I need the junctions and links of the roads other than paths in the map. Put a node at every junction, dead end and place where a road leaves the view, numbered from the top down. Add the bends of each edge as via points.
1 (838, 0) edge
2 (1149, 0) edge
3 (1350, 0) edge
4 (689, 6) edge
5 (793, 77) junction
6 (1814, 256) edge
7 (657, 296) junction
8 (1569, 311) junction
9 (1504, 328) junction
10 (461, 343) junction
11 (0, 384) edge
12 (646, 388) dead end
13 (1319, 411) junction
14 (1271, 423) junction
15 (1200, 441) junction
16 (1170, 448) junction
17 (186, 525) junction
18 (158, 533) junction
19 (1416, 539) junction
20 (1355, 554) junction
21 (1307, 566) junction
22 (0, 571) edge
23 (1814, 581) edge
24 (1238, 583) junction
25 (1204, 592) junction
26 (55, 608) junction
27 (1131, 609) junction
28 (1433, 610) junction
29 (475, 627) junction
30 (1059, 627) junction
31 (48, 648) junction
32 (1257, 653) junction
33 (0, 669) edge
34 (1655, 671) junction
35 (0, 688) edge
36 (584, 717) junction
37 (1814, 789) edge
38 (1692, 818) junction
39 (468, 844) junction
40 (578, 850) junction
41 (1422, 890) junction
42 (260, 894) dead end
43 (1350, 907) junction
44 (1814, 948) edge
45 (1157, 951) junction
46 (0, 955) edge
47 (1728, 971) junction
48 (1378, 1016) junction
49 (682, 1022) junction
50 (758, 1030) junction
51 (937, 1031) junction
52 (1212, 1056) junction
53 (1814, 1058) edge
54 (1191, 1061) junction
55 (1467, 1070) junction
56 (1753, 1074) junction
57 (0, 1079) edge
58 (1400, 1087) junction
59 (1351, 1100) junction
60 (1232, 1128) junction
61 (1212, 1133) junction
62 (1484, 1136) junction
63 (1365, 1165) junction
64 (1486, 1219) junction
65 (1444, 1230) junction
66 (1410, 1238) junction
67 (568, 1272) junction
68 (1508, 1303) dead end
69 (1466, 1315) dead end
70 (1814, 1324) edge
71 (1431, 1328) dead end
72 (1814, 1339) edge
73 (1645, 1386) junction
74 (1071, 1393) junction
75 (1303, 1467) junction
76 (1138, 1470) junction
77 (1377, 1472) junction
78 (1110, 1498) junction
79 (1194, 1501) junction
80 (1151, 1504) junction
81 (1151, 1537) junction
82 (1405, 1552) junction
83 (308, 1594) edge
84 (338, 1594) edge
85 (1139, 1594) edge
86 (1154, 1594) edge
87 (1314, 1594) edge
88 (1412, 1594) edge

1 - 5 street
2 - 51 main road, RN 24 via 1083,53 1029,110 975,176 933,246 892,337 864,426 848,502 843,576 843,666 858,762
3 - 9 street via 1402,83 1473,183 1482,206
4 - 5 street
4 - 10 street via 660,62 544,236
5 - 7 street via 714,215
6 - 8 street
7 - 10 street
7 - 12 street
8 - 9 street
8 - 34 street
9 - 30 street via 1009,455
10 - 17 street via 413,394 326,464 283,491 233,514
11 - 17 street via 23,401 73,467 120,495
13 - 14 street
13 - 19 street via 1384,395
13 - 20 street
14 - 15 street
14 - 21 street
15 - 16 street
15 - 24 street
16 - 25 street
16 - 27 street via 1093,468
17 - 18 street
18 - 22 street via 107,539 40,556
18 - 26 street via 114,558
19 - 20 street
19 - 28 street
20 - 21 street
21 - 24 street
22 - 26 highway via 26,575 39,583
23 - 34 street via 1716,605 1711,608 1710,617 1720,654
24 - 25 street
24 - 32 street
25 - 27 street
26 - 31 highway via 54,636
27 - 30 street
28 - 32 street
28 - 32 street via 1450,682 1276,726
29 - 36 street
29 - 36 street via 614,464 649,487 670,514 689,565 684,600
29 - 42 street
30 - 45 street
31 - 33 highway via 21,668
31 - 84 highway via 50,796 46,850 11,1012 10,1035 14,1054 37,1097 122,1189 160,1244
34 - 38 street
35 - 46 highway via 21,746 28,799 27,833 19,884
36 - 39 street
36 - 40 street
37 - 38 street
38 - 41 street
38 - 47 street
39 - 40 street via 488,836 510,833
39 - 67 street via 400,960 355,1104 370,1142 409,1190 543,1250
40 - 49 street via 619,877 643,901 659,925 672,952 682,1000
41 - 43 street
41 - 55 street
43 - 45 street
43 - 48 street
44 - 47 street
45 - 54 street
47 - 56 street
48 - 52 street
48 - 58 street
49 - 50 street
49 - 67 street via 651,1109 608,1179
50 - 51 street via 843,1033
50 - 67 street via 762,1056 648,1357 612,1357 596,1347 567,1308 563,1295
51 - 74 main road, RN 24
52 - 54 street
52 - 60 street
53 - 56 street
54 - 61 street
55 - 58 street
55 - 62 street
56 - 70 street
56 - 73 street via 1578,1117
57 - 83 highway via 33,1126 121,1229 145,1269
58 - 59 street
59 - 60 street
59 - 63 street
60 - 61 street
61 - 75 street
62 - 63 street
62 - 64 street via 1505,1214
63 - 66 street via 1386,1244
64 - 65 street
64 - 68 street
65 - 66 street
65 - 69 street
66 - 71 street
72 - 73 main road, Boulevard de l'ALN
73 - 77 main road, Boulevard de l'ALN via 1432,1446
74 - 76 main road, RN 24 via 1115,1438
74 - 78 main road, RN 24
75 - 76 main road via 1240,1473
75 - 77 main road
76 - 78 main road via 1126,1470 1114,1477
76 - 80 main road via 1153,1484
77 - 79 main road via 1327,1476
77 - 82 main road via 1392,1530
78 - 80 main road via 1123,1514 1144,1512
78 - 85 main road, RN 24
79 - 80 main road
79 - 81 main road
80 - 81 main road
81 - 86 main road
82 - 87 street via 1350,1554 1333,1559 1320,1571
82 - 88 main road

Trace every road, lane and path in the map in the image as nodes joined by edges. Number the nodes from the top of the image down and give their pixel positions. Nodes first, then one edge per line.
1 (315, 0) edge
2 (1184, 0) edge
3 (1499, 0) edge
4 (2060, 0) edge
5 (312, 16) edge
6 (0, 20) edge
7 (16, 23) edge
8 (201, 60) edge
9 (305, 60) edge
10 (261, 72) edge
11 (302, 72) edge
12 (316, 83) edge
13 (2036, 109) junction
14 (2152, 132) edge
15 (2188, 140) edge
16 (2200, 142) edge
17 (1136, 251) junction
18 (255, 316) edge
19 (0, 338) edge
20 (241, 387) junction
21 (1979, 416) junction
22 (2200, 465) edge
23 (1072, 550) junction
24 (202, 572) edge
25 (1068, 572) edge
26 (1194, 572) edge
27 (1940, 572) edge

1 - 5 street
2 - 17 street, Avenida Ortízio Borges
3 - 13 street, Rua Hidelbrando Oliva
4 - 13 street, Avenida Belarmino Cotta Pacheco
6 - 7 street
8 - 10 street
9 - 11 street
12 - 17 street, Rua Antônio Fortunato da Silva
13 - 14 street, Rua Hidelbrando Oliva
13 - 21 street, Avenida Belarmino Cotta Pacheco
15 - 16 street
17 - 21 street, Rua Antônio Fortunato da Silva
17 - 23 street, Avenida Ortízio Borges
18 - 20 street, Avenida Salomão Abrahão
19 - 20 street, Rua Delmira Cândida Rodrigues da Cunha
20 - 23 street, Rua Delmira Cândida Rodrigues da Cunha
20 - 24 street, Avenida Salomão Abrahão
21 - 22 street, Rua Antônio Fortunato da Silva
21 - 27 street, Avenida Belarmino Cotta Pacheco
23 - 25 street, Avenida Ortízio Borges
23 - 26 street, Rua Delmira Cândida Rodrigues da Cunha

☆ ☆ ☆ ☆ ☆ ☆ ☆

Output the entries above exactly, please, with nothing dropped.

I need the junctions and links of the roads other than paths in the map. Put a node at every junction, dead end and place where a road leaves the view, numbered from the top down. Add the bends of each edge as via points.
1 (838, 0) edge
2 (1149, 0) edge
3 (1350, 0) edge
4 (689, 6) edge
5 (793, 77) junction
6 (1814, 256) edge
7 (657, 296) junction
8 (1569, 311) junction
9 (1504, 328) junction
10 (461, 343) junction
11 (0, 384) edge
12 (646, 388) dead end
13 (1319, 411) junction
14 (1271, 423) junction
15 (1200, 441) junction
16 (1170, 448) junction
17 (186, 525) junction
18 (158, 533) junction
19 (1416, 539) junction
20 (1355, 554) junction
21 (1307, 566) junction
22 (0, 571) edge
23 (1814, 581) edge
24 (1238, 583) junction
25 (1204, 592) junction
26 (55, 608) junction
27 (1131, 609) junction
28 (1433, 610) junction
29 (475, 627) junction
30 (1059, 627) junction
31 (48, 648) junction
32 (1257, 653) junction
33 (0, 669) edge
34 (1655, 671) junction
35 (0, 688) edge
36 (584, 717) junction
37 (1814, 789) edge
38 (1692, 818) junction
39 (468, 844) junction
40 (578, 850) junction
41 (1422, 890) junction
42 (260, 894) dead end
43 (1350, 907) junction
44 (1814, 948) edge
45 (1157, 951) junction
46 (0, 955) edge
47 (1728, 971) junction
48 (1378, 1016) junction
49 (682, 1022) junction
50 (758, 1030) junction
51 (937, 1031) junction
52 (1212, 1056) junction
53 (1814, 1058) edge
54 (1191, 1061) junction
55 (1467, 1070) junction
56 (1753, 1074) junction
57 (0, 1079) edge
58 (1400, 1087) junction
59 (1351, 1100) junction
60 (1232, 1128) junction
61 (1212, 1133) junction
62 (1484, 1136) junction
63 (1365, 1165) junction
64 (1486, 1219) junction
65 (1444, 1230) junction
66 (1410, 1238) junction
67 (568, 1272) junction
68 (1508, 1303) dead end
69 (1466, 1315) dead end
70 (1814, 1324) edge
71 (1431, 1328) dead end
72 (1814, 1339) edge
73 (1645, 1386) junction
74 (1071, 1393) junction
75 (1303, 1467) junction
76 (1138, 1470) junction
77 (1377, 1472) junction
78 (1110, 1498) junction
79 (1194, 1501) junction
80 (1151, 1504) junction
81 (1151, 1537) junction
82 (1405, 1552) junction
83 (308, 1594) edge
84 (338, 1594) edge
85 (1139, 1594) edge
86 (1154, 1594) edge
87 (1314, 1594) edge
88 (1412, 1594) edge

1 - 5 street
2 - 51 main road, RN 24 via 1083,53 1029,110 975,176 933,246 892,337 864,426 848,502 843,576 843,666 858,762
3 - 9 street via 1402,83 1473,183 1482,206
4 - 5 street
4 - 10 street via 660,62 544,236
5 - 7 street via 714,215
6 - 8 street
7 - 10 street
7 - 12 street
8 - 9 street
8 - 34 street
9 - 30 street via 1009,455
10 - 17 street via 413,394 326,464 283,491 233,514
11 - 17 street via 23,401 73,467 120,495
13 - 14 street
13 - 19 street via 1384,395
13 - 20 street
14 - 15 street
14 - 21 street
15 - 16 street
15 - 24 street
16 - 25 street
16 - 27 street via 1093,468
17 - 18 street
18 - 22 street via 107,539 40,556
18 - 26 street via 114,558
19 - 20 street
19 - 28 street
20 - 21 street
21 - 24 street
22 - 26 highway via 26,575 39,583
23 - 34 street via 1716,605 1711,608 1710,617 1720,654
24 - 25 street
24 - 32 street
25 - 27 street
26 - 31 highway via 54,636
27 - 30 street
28 - 32 street
28 - 32 street via 1450,682 1276,726
29 - 36 street
29 - 36 street via 614,464 649,487 670,514 689,565 684,600
29 - 42 street
30 - 45 street
31 - 33 highway via 21,668
31 - 84 highway via 50,796 46,850 11,1012 10,1035 14,1054 37,1097 122,1189 160,1244
34 - 38 street
35 - 46 highway via 21,746 28,799 27,833 19,884
36 - 39 street
36 - 40 street
37 - 38 street
38 - 41 street
38 - 47 street
39 - 40 street via 488,836 510,833
39 - 67 street via 400,960 355,1104 370,1142 409,1190 543,1250
40 - 49 street via 619,877 643,901 659,925 672,952 682,1000
41 - 43 street
41 - 55 street
43 - 45 street
43 - 48 street
44 - 47 street
45 - 54 street
47 - 56 street
48 - 52 street
48 - 58 street
49 - 50 street
49 - 67 street via 651,1109 608,1179
50 - 51 street via 843,1033
50 - 67 street via 762,1056 648,1357 612,1357 596,1347 567,1308 563,1295
51 - 74 main road, RN 24
52 - 54 street
52 - 60 street
53 - 56 street
54 - 61 street
55 - 58 street
55 - 62 street
56 - 70 street
56 - 73 street via 1578,1117
57 - 83 highway via 33,1126 121,1229 145,1269
58 - 59 street
59 - 60 street
59 - 63 street
60 - 61 street
61 - 75 street
62 - 63 street
62 - 64 street via 1505,1214
63 - 66 street via 1386,1244
64 - 65 street
64 - 68 street
65 - 66 street
65 - 69 street
66 - 71 street
72 - 73 main road, Boulevard de l'ALN
73 - 77 main road, Boulevard de l'ALN via 1432,1446
74 - 76 main road, RN 24 via 1115,1438
74 - 78 main road, RN 24
75 - 76 main road via 1240,1473
75 - 77 main road
76 - 78 main road via 1126,1470 1114,1477
76 - 80 main road via 1153,1484
77 - 79 main road via 1327,1476
77 - 82 main road via 1392,1530
78 - 80 main road via 1123,1514 1144,1512
78 - 85 main road, RN 24
79 - 80 main road
79 - 81 main road
80 - 81 main road
81 - 86 main road
82 - 87 street via 1350,1554 1333,1559 1320,1571
82 - 88 main road

Trace every road, lane and path in the map in the image as nodes joined by edges. Number the nodes from the top of the image down and give their pixel positions. Nodes first, then one edge per line.
1 (315, 0) edge
2 (1184, 0) edge
3 (1499, 0) edge
4 (2060, 0) edge
5 (312, 16) edge
6 (0, 20) edge
7 (16, 23) edge
8 (201, 60) edge
9 (305, 60) edge
10 (261, 72) edge
11 (302, 72) edge
12 (316, 83) edge
13 (2036, 109) junction
14 (2152, 132) edge
15 (2188, 140) edge
16 (2200, 142) edge
17 (1136, 251) junction
18 (255, 316) edge
19 (0, 338) edge
20 (241, 387) junction
21 (1979, 416) junction
22 (2200, 465) edge
23 (1072, 550) junction
24 (202, 572) edge
25 (1068, 572) edge
26 (1194, 572) edge
27 (1940, 572) edge

1 - 5 street
2 - 17 street, Avenida Ortízio Borges
3 - 13 street, Rua Hidelbrando Oliva
4 - 13 street, Avenida Belarmino Cotta Pacheco
6 - 7 street
8 - 10 street
9 - 11 street
12 - 17 street, Rua Antônio Fortunato da Silva
13 - 14 street, Rua Hidelbrando Oliva
13 - 21 street, Avenida Belarmino Cotta Pacheco
15 - 16 street
17 - 21 street, Rua Antônio Fortunato da Silva
17 - 23 street, Avenida Ortízio Borges
18 - 20 street, Avenida Salomão Abrahão
19 - 20 street, Rua Delmira Cândida Rodrigues da Cunha
20 - 23 street, Rua Delmira Cândida Rodrigues da Cunha
20 - 24 street, Avenida Salomão Abrahão
21 - 22 street, Rua Antônio Fortunato da Silva
21 - 27 street, Avenida Belarmino Cotta Pacheco
23 - 25 street, Avenida Ortízio Borges
23 - 26 street, Rua Delmira Cândida Rodrigues da Cunha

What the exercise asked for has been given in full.